TRY IT: Nothing is to be left out; print all the entries exactly.

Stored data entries
╔══

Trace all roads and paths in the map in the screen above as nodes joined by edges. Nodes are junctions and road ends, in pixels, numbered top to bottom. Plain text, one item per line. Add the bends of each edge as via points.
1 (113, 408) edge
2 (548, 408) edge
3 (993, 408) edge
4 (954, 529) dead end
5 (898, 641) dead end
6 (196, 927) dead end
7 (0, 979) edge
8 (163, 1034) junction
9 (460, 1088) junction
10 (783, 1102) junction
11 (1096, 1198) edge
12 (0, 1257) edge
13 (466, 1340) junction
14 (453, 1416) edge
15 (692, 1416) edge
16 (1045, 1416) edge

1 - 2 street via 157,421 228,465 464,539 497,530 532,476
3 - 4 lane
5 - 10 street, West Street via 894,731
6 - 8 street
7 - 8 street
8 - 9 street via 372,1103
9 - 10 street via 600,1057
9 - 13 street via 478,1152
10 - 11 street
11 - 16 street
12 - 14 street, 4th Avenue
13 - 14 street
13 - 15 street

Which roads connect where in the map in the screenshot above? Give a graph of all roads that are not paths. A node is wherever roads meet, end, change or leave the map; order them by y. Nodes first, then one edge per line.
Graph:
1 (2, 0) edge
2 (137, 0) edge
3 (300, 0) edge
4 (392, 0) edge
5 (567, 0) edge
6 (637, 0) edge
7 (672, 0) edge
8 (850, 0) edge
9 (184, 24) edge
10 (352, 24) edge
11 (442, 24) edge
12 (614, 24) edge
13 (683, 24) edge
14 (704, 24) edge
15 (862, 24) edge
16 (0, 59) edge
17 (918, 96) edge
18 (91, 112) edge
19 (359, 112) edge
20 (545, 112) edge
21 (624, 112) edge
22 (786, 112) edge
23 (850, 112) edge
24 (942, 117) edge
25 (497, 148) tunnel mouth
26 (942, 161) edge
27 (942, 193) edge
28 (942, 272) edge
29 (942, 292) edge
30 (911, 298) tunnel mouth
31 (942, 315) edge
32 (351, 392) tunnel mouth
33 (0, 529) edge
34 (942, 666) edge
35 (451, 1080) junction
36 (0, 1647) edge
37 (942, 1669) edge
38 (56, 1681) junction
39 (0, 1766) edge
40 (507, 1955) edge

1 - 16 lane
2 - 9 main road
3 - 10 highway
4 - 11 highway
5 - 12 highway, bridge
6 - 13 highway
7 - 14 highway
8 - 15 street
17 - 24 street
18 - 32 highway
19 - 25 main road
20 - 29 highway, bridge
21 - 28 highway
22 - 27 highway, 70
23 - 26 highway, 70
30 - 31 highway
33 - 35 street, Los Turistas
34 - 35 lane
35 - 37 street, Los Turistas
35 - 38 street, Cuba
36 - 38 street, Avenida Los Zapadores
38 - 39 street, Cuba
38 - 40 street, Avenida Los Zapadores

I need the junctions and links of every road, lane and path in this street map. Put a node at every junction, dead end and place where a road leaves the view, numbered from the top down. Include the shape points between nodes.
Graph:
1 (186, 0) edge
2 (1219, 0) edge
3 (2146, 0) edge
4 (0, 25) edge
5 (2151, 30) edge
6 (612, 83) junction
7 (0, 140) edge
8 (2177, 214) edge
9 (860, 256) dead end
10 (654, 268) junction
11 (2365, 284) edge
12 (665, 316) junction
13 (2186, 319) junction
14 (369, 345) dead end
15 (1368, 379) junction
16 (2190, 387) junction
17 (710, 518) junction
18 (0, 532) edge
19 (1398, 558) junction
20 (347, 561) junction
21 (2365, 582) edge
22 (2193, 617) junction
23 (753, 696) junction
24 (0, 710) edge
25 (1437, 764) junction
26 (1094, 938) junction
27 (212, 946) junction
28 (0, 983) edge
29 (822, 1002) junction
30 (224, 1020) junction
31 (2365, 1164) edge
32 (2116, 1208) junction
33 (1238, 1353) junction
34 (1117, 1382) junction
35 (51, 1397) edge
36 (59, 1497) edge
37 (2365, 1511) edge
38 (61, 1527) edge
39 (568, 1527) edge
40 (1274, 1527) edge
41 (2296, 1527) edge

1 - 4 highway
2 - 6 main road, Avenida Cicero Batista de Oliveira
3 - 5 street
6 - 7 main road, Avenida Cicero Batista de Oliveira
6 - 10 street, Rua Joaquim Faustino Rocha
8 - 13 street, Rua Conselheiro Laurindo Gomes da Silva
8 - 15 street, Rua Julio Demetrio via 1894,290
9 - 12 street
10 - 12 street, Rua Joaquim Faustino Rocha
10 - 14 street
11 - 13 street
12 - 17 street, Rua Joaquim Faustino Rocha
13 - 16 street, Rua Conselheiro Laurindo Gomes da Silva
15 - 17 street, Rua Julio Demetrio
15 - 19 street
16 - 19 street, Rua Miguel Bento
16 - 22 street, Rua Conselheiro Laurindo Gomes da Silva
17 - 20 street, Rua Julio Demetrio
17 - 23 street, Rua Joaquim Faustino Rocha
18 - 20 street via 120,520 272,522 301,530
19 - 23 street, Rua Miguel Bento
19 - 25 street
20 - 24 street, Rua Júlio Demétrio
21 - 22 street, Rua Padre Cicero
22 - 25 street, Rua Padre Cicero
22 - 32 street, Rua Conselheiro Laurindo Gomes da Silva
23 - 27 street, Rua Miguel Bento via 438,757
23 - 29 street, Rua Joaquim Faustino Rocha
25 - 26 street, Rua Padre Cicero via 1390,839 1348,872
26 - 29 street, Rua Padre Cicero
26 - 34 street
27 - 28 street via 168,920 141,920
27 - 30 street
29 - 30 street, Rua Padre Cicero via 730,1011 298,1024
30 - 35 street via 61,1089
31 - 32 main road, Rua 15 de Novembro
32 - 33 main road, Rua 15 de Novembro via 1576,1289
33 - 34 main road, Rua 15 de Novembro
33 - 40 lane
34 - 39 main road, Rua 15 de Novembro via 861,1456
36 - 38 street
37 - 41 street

╚══

OUTPUT OF THE TASK:
Trace all roads and paths in the map in the screen above as nodes joined by edges. Nodes are junctions and road ends, in pixels, numbered top to bottom. Plain text, one item per line. Add the bends of each edge as via points.
1 (113, 408) edge
2 (548, 408) edge
3 (993, 408) edge
4 (954, 529) dead end
5 (898, 641) dead end
6 (196, 927) dead end
7 (0, 979) edge
8 (163, 1034) junction
9 (460, 1088) junction
10 (783, 1102) junction
11 (1096, 1198) edge
12 (0, 1257) edge
13 (466, 1340) junction
14 (453, 1416) edge
15 (692, 1416) edge
16 (1045, 1416) edge

1 - 2 street via 157,421 228,465 464,539 497,530 532,476
3 - 4 lane
5 - 10 street, West Street via 894,731
6 - 8 street
7 - 8 street
8 - 9 street via 372,1103
9 - 10 street via 600,1057
9 - 13 street via 478,1152
10 - 11 street
11 - 16 street
12 - 14 street, 4th Avenue
13 - 14 street
13 - 15 street

Which roads connect where in the map in the screenshot above? Give a graph of all roads that are not paths. A node is wherever roads meet, end, change or leave the map; order them by y. Nodes first, then one edge per line.
Graph:
1 (2, 0) edge
2 (137, 0) edge
3 (300, 0) edge
4 (392, 0) edge
5 (567, 0) edge
6 (637, 0) edge
7 (672, 0) edge
8 (850, 0) edge
9 (184, 24) edge
10 (352, 24) edge
11 (442, 24) edge
12 (614, 24) edge
13 (683, 24) edge
14 (704, 24) edge
15 (862, 24) edge
16 (0, 59) edge
17 (918, 96) edge
18 (91, 112) edge
19 (359, 112) edge
20 (545, 112) edge
21 (624, 112) edge
22 (786, 112) edge
23 (850, 112) edge
24 (942, 117) edge
25 (497, 148) tunnel mouth
26 (942, 161) edge
27 (942, 193) edge
28 (942, 272) edge
29 (942, 292) edge
30 (911, 298) tunnel mouth
31 (942, 315) edge
32 (351, 392) tunnel mouth
33 (0, 529) edge
34 (942, 666) edge
35 (451, 1080) junction
36 (0, 1647) edge
37 (942, 1669) edge
38 (56, 1681) junction
39 (0, 1766) edge
40 (507, 1955) edge

1 - 16 lane
2 - 9 main road
3 - 10 highway
4 - 11 highway
5 - 12 highway, bridge
6 - 13 highway
7 - 14 highway
8 - 15 street
17 - 24 street
18 - 32 highway
19 - 25 main road
20 - 29 highway, bridge
21 - 28 highway
22 - 27 highway, 70
23 - 26 highway, 70
30 - 31 highway
33 - 35 street, Los Turistas
34 - 35 lane
35 - 37 street, Los Turistas
35 - 38 street, Cuba
36 - 38 street, Avenida Los Zapadores
38 - 39 street, Cuba
38 - 40 street, Avenida Los Zapadores

I need the junctions and links of every road, lane and path in this street map. Put a node at every junction, dead end and place where a road leaves the view, numbered from the top down. Include the shape points between nodes.
Graph:
1 (186, 0) edge
2 (1219, 0) edge
3 (2146, 0) edge
4 (0, 25) edge
5 (2151, 30) edge
6 (612, 83) junction
7 (0, 140) edge
8 (2177, 214) edge
9 (860, 256) dead end
10 (654, 268) junction
11 (2365, 284) edge
12 (665, 316) junction
13 (2186, 319) junction
14 (369, 345) dead end
15 (1368, 379) junction
16 (2190, 387) junction
17 (710, 518) junction
18 (0, 532) edge
19 (1398, 558) junction
20 (347, 561) junction
21 (2365, 582) edge
22 (2193, 617) junction
23 (753, 696) junction
24 (0, 710) edge
25 (1437, 764) junction
26 (1094, 938) junction
27 (212, 946) junction
28 (0, 983) edge
29 (822, 1002) junction
30 (224, 1020) junction
31 (2365, 1164) edge
32 (2116, 1208) junction
33 (1238, 1353) junction
34 (1117, 1382) junction
35 (51, 1397) edge
36 (59, 1497) edge
37 (2365, 1511) edge
38 (61, 1527) edge
39 (568, 1527) edge
40 (1274, 1527) edge
41 (2296, 1527) edge

1 - 4 highway
2 - 6 main road, Avenida Cicero Batista de Oliveira
3 - 5 street
6 - 7 main road, Avenida Cicero Batista de Oliveira
6 - 10 street, Rua Joaquim Faustino Rocha
8 - 13 street, Rua Conselheiro Laurindo Gomes da Silva
8 - 15 street, Rua Julio Demetrio via 1894,290
9 - 12 street
10 - 12 street, Rua Joaquim Faustino Rocha
10 - 14 street
11 - 13 street
12 - 17 street, Rua Joaquim Faustino Rocha
13 - 16 street, Rua Conselheiro Laurindo Gomes da Silva
15 - 17 street, Rua Julio Demetrio
15 - 19 street
16 - 19 street, Rua Miguel Bento
16 - 22 street, Rua Conselheiro Laurindo Gomes da Silva
17 - 20 street, Rua Julio Demetrio
17 - 23 street, Rua Joaquim Faustino Rocha
18 - 20 street via 120,520 272,522 301,530
19 - 23 street, Rua Miguel Bento
19 - 25 street
20 - 24 street, Rua Júlio Demétrio
21 - 22 street, Rua Padre Cicero
22 - 25 street, Rua Padre Cicero
22 - 32 street, Rua Conselheiro Laurindo Gomes da Silva
23 - 27 street, Rua Miguel Bento via 438,757
23 - 29 street, Rua Joaquim Faustino Rocha
25 - 26 street, Rua Padre Cicero via 1390,839 1348,872
26 - 29 street, Rua Padre Cicero
26 - 34 street
27 - 28 street via 168,920 141,920
27 - 30 street
29 - 30 street, Rua Padre Cicero via 730,1011 298,1024
30 - 35 street via 61,1089
31 - 32 main road, Rua 15 de Novembro
32 - 33 main road, Rua 15 de Novembro via 1576,1289
33 - 34 main road, Rua 15 de Novembro
33 - 40 lane
34 - 39 main road, Rua 15 de Novembro via 861,1456
36 - 38 street
37 - 41 street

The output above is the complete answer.